Requirement »
Using the listing that follows, filter out every line lacking the string "where" and return the rest.

== Data under study ==

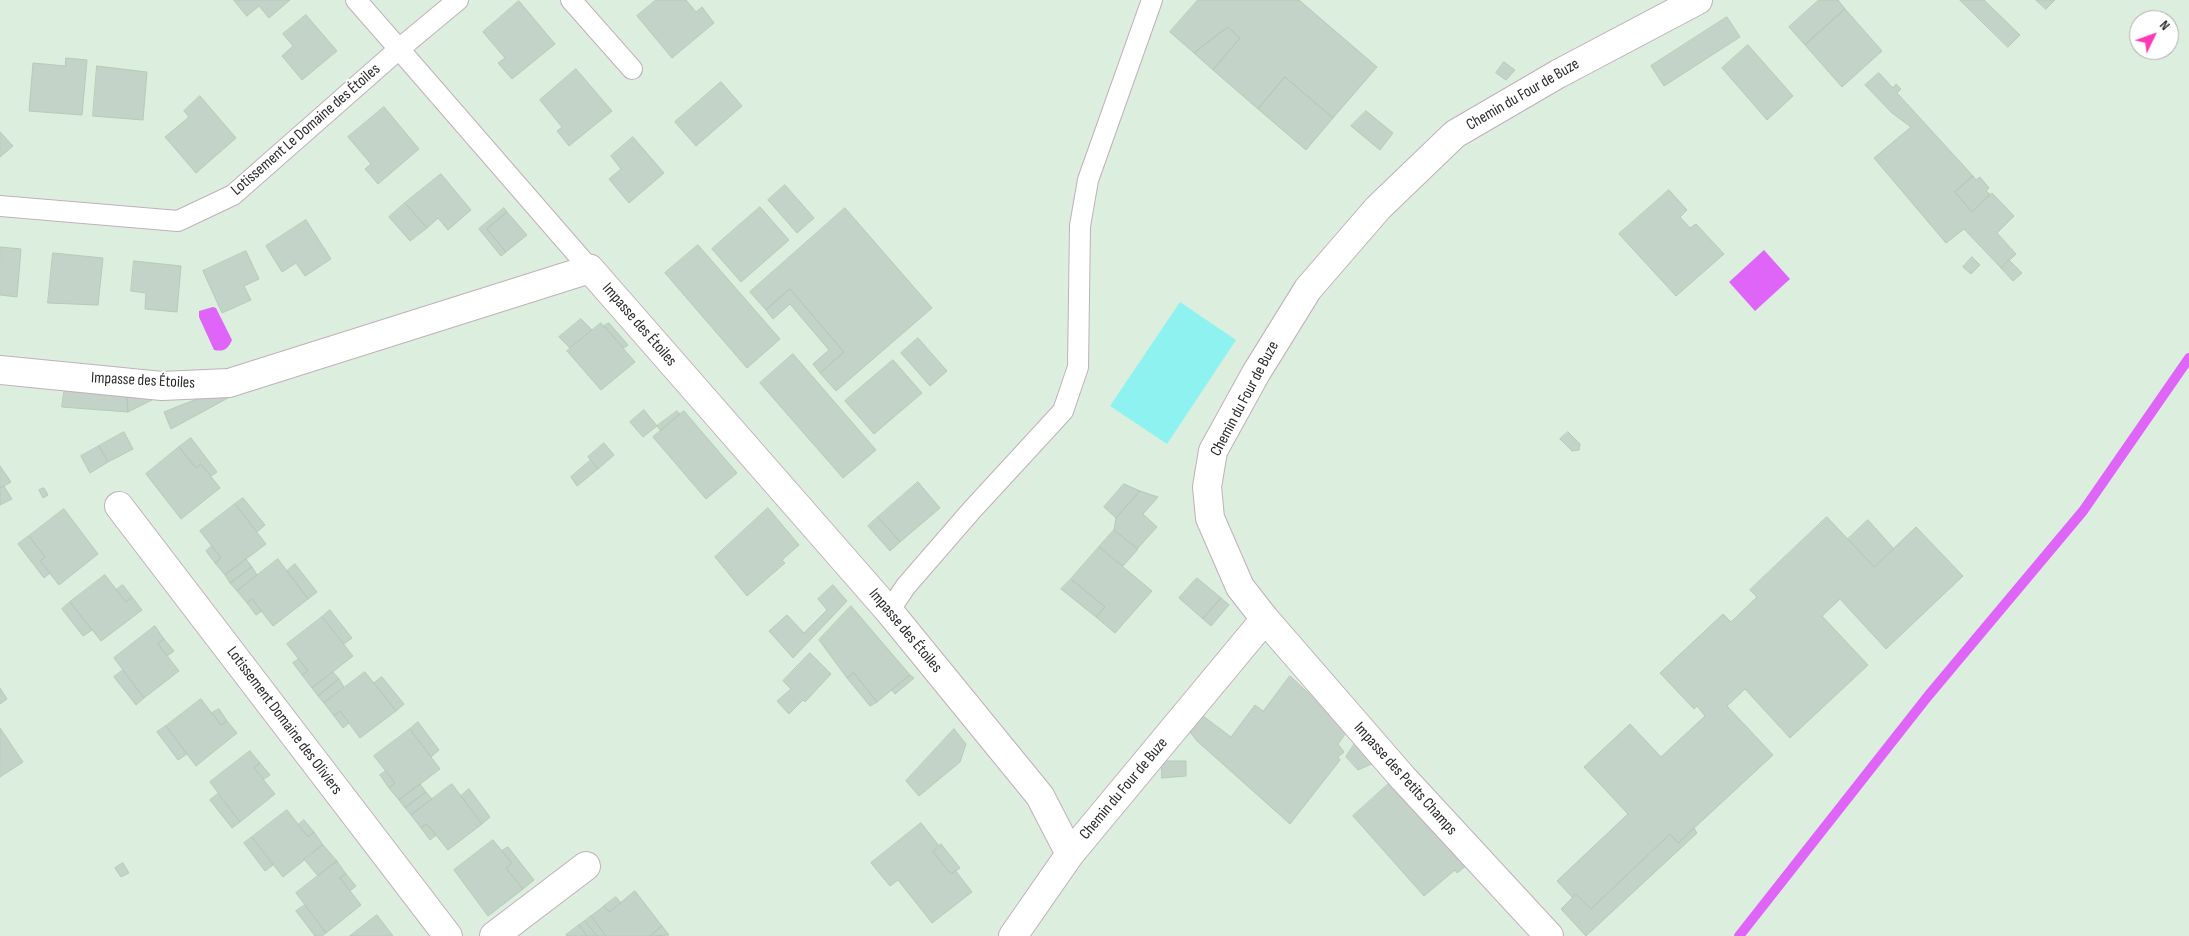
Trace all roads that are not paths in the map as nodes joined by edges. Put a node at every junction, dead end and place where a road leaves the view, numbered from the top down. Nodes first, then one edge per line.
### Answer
1 (356, 0) edge
2 (458, 0) edge
3 (571, 0) edge
4 (1152, 0) edge
5 (1698, 0) edge
6 (399, 49) junction
7 (632, 69) dead end
8 (0, 206) edge
9 (590, 268) junction
10 (0, 370) edge
11 (119, 506) dead end
12 (889, 611) junction
13 (1265, 619) junction
14 (1070, 854) junction
15 (586, 866) dead end
16 (448, 936) edge
17 (494, 936) edge
18 (1013, 936) edge
19 (1549, 936) edge

1 - 6 lane
2 - 6 lane, Lotissement Le Domaine des Étoiles
3 - 7 lane
4 - 12 lane
5 - 13 street, Chemin du Four de Buze
6 - 8 lane, Lotissement Le Domaine des Étoiles
6 - 9 lane
9 - 10 street, Impasse des Étoiles
9 - 12 street, Impasse des Étoiles
11 - 16 street, Lotissement Domaine des Oliviers
12 - 14 street, Impasse des Étoiles
13 - 14 street, Chemin du Four de Buze
13 - 19 street, Impasse des Petits Champs
14 - 18 street, Chemin du Four de Buze
15 - 17 street

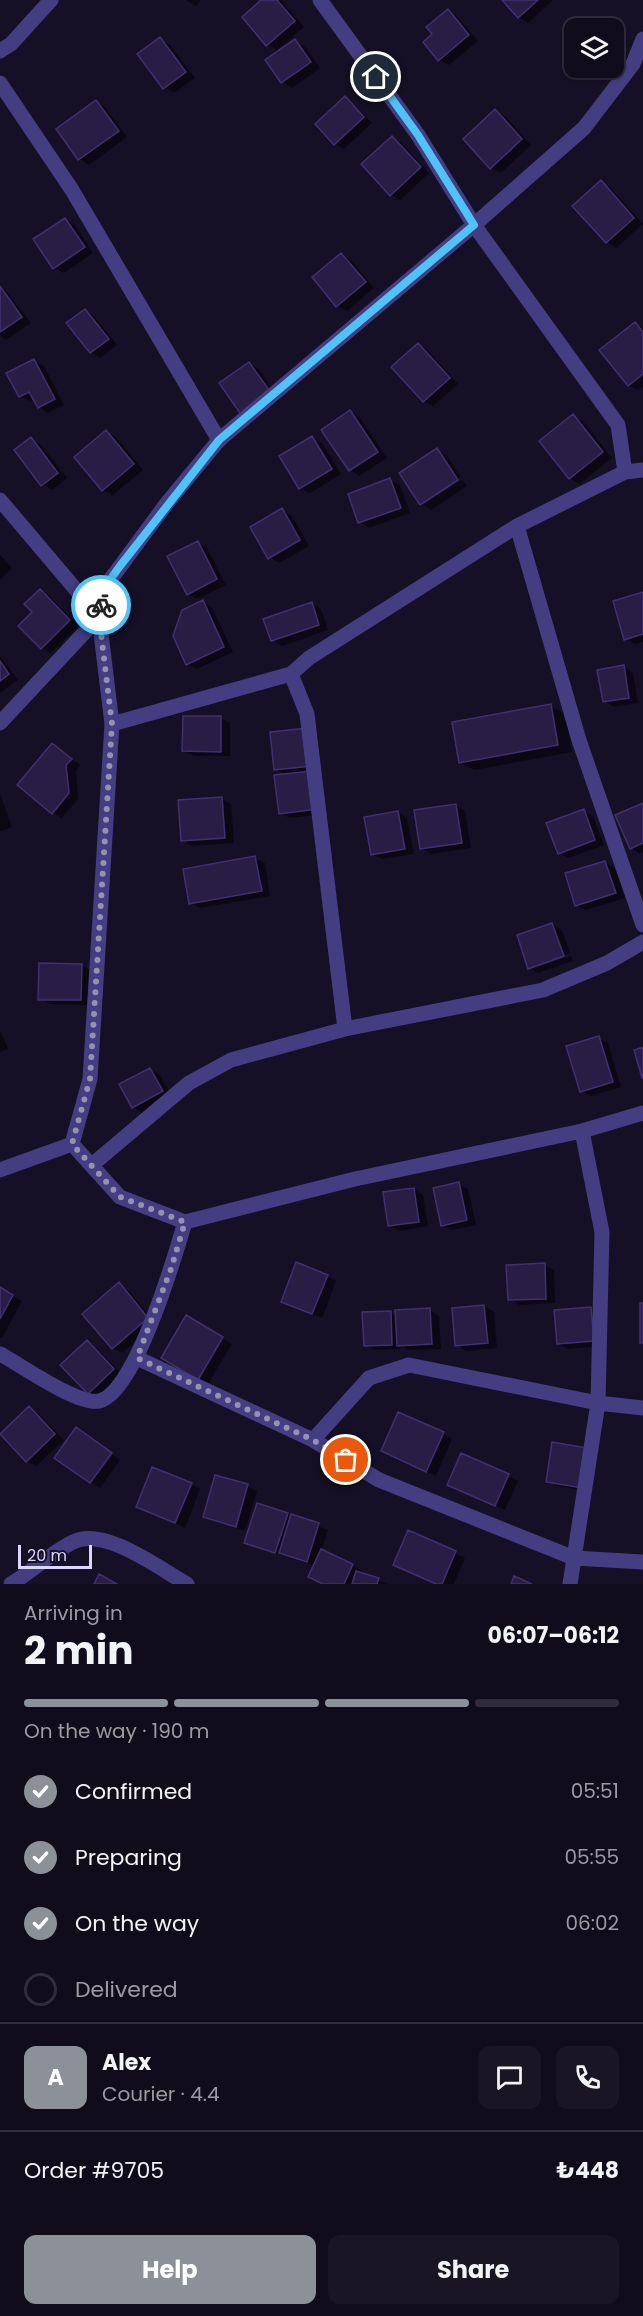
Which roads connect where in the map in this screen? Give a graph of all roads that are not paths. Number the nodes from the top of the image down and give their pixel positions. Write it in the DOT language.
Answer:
graph roads {
  1 [pos="51,0"];
  2 [pos="320,0"];
  3 [pos="643,39"];
  4 [pos="0,51"];
  5 [pos="0,83"];
  6 [pos="474,225"];
  7 [pos="219,440"];
  8 [pos="643,470"];
  9 [pos="625,472"];
  10 [pos="0,500"];
  11 [pos="517,526"];
  12 [pos="99,617"];
  13 [pos="291,674"];
  14 [pos="0,723"];
  15 [pos="112,724"];
  16 [pos="643,924"];
  17 [pos="643,942"];
  18 [pos="345,1029"];
  19 [pos="643,1113"];
  20 [pos="582,1131"];
  21 [pos="72,1144"];
  22 [pos="93,1164"];
  23 [pos="0,1170"];
  24 [pos="185,1222"];
  25 [pos="0,1354"];
  26 [pos="137,1358"];
  27 [pos="598,1403"];
  28 [pos="643,1408"];
  29 [pos="313,1440"];
  30 [pos="574,1558"];
  31 [pos="643,1562"];
  32 [pos="11,1584"];
  33 [pos="187,1584"];
  34 [pos="570,1584"];
  1 -- 4 [label="street"];
  2 -- 6 [label="street"];
  3 -- 6 [label="street"];
  5 -- 7 [label="street"];
  6 -- 7 [label="street"];
  6 -- 9 [label="street"];
  7 -- 12 [label="street"];
  8 -- 9 [label="street"];
  9 -- 11 [label="street"];
  10 -- 12 [label="street"];
  11 -- 13 [label="street"];
  11 -- 16 [label="street"];
  12 -- 14 [label="street"];
  12 -- 15 [label="street"];
  13 -- 15 [label="street"];
  13 -- 18 [label="street"];
  15 -- 21 [label="street"];
  17 -- 18 [label="street"];
  18 -- 22 [label="street"];
  19 -- 20 [label="street"];
  20 -- 24 [label="street"];
  20 -- 27 [label="street"];
  21 -- 22 [label="street"];
  21 -- 23 [label="street"];
  22 -- 24 [label="street"];
  24 -- 26 [label="street"];
  25 -- 26 [label="street"];
  26 -- 29 [label="street"];
  27 -- 28 [label="street"];
  27 -- 29 [label="street"];
  27 -- 30 [label="street"];
  29 -- 30 [label="street"];
  30 -- 31 [label="street"];
  30 -- 34 [label="street"];
  32 -- 33 [label="street"];
}
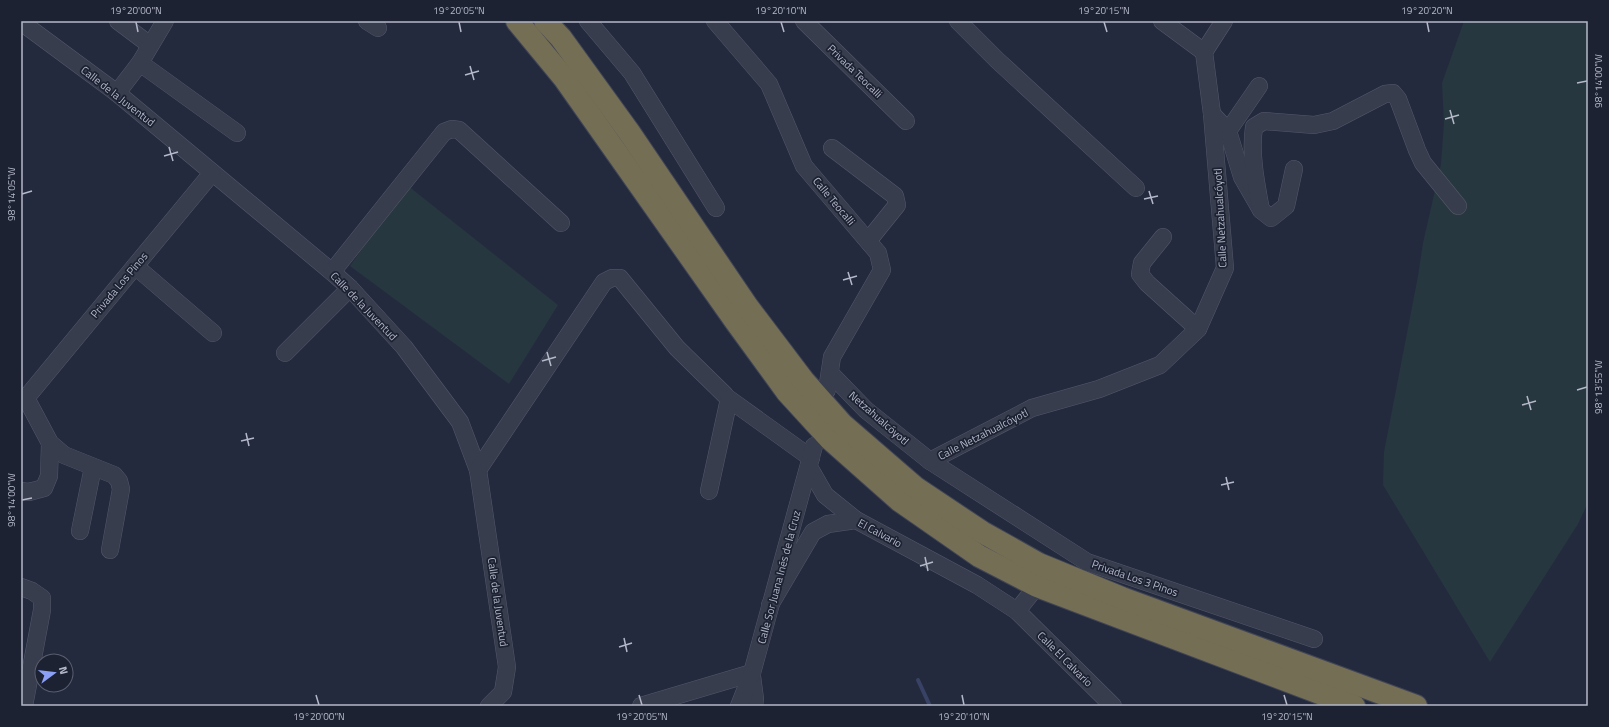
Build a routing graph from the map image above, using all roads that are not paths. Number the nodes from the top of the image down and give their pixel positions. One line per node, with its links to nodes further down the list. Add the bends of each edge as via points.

===

Answer to this problem »
Trace all roads that are not paths in the map as nodes joined by edges. Put a node at every junction, dead end and place where a road leaves the view, numbered from the top down. Nodes first, then one edge per line.
Which roads connect where in the map in this screen? Give a graph of all roads that are not paths. Number the nodes from the top of the image down and give their pixel positions. Write it in the DOT language.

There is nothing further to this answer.